Of note, some guidelines [2, 41], although not consistently [27], comment on the potential adverse effect of very low LDL-C concentrations, in the range of 25 to 70 mg/dL, achieved with lipid-lowering therapy. The recent 2019 European Society of Cardiology/European Atherosclerosis Society lipid guidelines recommended a lower LDL-C goal (e.g., < 55 mg/dL) than the previous guidelines for individuals at very-high CVD risk [27]. The authors of the guidelines indicated there are no known adverse effects of LDL-C concentrations < 40 mg/dL [27].

Our result suggested poorly controlled blood pressure contributed to the risk of stroke in individuals with very low LDL-C concentrations. Poorly controlled blood pressure or glucose conferred 1.5–2-fold increased risk of stroke [42]. Individuals of Asian descent have a higher prevalence of metabolic syndrome than of Caucasians [41]. Solely increment in lowering LDL-C is not as effective in reducing atherosclerotic risk more in Asians compared to Caucasians. The Evaluation of Cardiovascular Outcomes After an Acute Coronary Syndrome During Treatment with Alirocumab study demonstrated that LDL-C lowering with alirocumab significantly reduced the primary CVD outcomes in North Americans (HR 0.78, 95%CI 0.65–0.94), but not in Asians (HR 1.03, 95%CI 0.76–1.38) [43].

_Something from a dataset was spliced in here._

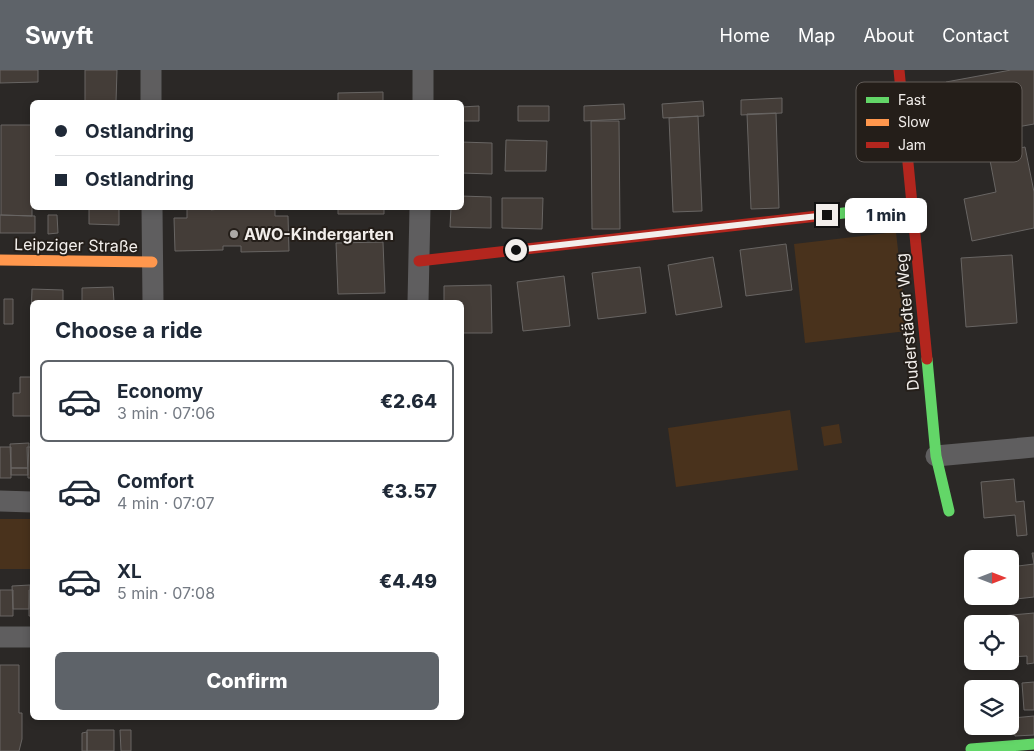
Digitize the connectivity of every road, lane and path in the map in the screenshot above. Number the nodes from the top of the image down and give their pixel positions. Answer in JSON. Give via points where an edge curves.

Our study has several strengths, including its large sample size of participants with LDL-C concentrations < 70 mg/dL. The SCTREE analysis, beyond the traditional statistical analyses, provides a robust framework for testing attributes that are predictive of stroke risk taking the complex high-order interactions into account. We excluded people using lipid-modifying drugs to reduce the sources of potential confounding related to these medications. The ability to use cumulative average values for all continuous variables in the SCTREE model reduced the possibility of “regression dilution.”

Our study has several limitations. Our study is based on two Chinese cohorts, which limits the generalizability of our findings to other ethnic groups. Further, the mean age of the validation cohort (43.6 years) was much lower than that of the training cohort (57.3 years), which implied that a smaller proportion of high-risk participants was included in the validation analysis. The sample size of our study (n = 9327) was relatively small because of our strict inclusion criteria, and we thus identified a small number of incident ischemic stroke events (n = 388) and hemorrhagic stroke events (n = 145) during follow-up, which limited the detection of some potential weak-to-moderate predictors because of inadequate statistical power in each terminal node, the stopping rules or the competitive importance of the variables/pruning procedure. The small number of incident ischemic stroke events (n = 20) and hemorrhagic stroke events (n = 8) limited the detection of significant predictive combinations in the validation set, and we could not swap the train and validation set to confirm the results. However, similar associations were observed in both cohorts. We did not measure hemoglobin A1c because of its high cost as a screening test in the general population, and some individuals with poorly controlled blood glucose could be misclassified. The proportion of hemorrhagic stroke in our cohort with LDL-C concentrations < 70 mg/dL was higher than that in the general population [18] because the ischemic stroke events attributed to high LDL-C concentrations were excluded. Further study or publicly datasets with repeated LDL-C concentrations may help to validate our results.

Conclusions

In a Chinese population with LDL-C concentrations < 70 mg/dL, very low concentrations of LDL-C, incorporating poorly controlled blood pressure, and older age significantly predicted the occurrence of ischemic stroke and hemorrhagic stroke. Additional data are required to confirm our findings in a population with different ethnic and social-economic backgrounds.